As regards green credentials imo whatever we do in the UK to reduce emissions the entire UK savings I have heard are negated in a couple of hours by the amount of emissions from China and possibly USA especially as the new government appears not interested in the subject.
Well that's my current thinking
If your neighbour 💩 in the street does that make it right for you too as well?
 
We have 4KWp of solar panels which came with this house when we bought it. We had to replace the inverter about a year later as it packed up - cost £660. We added 15KWh of batteries to the system a little over a year ago and also moved across to Octopus Agile. Our house is oil heated, but with hydronic underfloor in most of it.

The Solar is on a relatively old FIT. We get 22.8p per KWh for everything we GENERATE plus 7.14p per KWh deemed export on half of what we GENERATE. What we try to do is use as much as we possibly can as we still get paid even if we consume it. Due to where we live and the orientation of the panels, this gives us about 6 to 7 hundred pounds a year of income plus, by storing much of it in the battery, it means that we don't need to buy that electricity.

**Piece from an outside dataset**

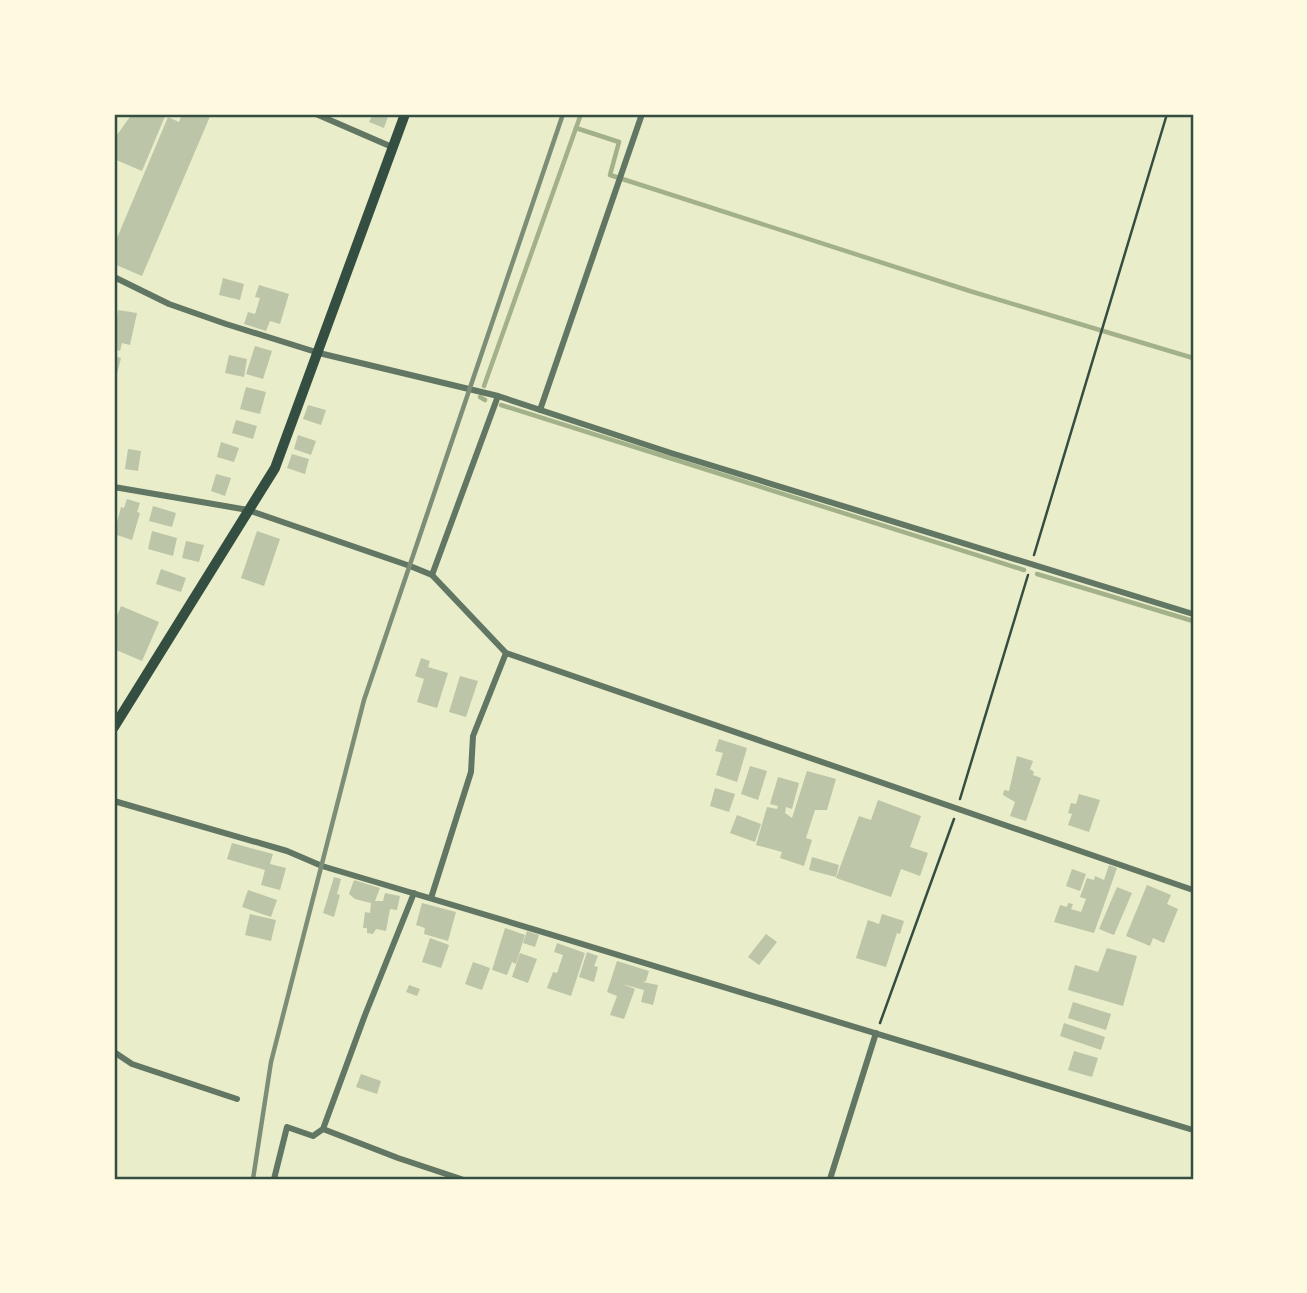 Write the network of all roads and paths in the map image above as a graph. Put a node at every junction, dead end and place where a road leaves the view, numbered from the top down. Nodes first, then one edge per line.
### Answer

I've looked into the benefits of a heat pump countless times and the big thing that puts me off is the quality of the system design and installation capability. There are far too many installers who have spent their lives installing large gas boilers and are now trying to do the same with heat pumps. General accepted practice is to install a heat pump roughly equivalent to the heat loss of the house and not much larger than it. So, if our oil boiler dies, we will only look at a heat pump then. let's hope that there is an equivalent of the BUS when the time comes. Get the SCOP wrong and a heat pump becomes a very expensive proposition.

So, is solar worth it? For us, if your system allows you to store and load shift what you generate then it may be a reasonable proposition. It really isn't a decent proposition if your motivation is to use what you can at the point of generation and export (for reward) the rest. It's almost a given that many of the export tariffs are going to get more and more mean as time passes, especially as the UK has an excess of green power at some times and a huge deficit at others (especially in the winter).

It's really hard to measure a payback time for us because, as with our previous house, we changed the way that we used power based upon the system we had. In our old house we tried to use power when the sun shone (as we didn't have batteries) and were careful what we used at other times. In this house, now, it's all about acquiring the energy cheaply, be it via solar or at low cost periods with Octopus Agile, storing it and using it as and when needed. Home Assistant automations also help massively with that.

I don't think I would ever consider buying solar without a method of load shift (such as a battery or a suitable EV).
 
Huge amount of money, not a lot of pay back if any, expensive maintenance with risk of major breakdown. But most of all it all depends on reliable infrastructure of electricity supply and affordable back up services.
That is one of the big downsides to all this newer technology and complexity is fine providing the standards match otherwise reliability suffers. Something like an open fire or woodburner will keep you alive even when the gas and electric fails but now most modern systems need electricity so leave you in the cold. It can be a massive investment for small rewards but for many they see free electricity without considering the initial investment and will often tie you to living there for longer terms rather than selling to move.
 
That is one of the big downsides to all this newer technology and complexity is fine providing the standards match otherwise reliability suffers. Something like an open fire or woodburner will keep you alive even when the gas and electric fails but now most modern systems need electricity so leave you in the cold. It can be a massive investment for small rewards but for many they see free electricity without considering the initial investment and will often tie you to living there for longer terms rather than selling to move.
I wondered if it would add value to the house, but unless it was in good order and you could show bills and prove the benefits, it might have the opposite effect.
 
That COP just makes electric heat pump near even with a gas boiler.
There's no extra saving to pay off the massive capital cost of the heat pump and upgrades to make low temperature heating viable in an old house.
If your COP is better than around 3.5 the heat pump should be cheaper to run. We got an ASHP installed in October and have managed a COP of 4.1 in a partly insulated old farmhouse. Then there are various cheaper electricity tariffs where you can save a lot more on top. Also add in some spare PV production to run it especially in the shoulder months. No option for natural gas here anyway so it was a no brainer for us
 
I wondered if it would add value to the house, but unless it was in good order and you could show bills and prove the benefits, it might have the opposite effect.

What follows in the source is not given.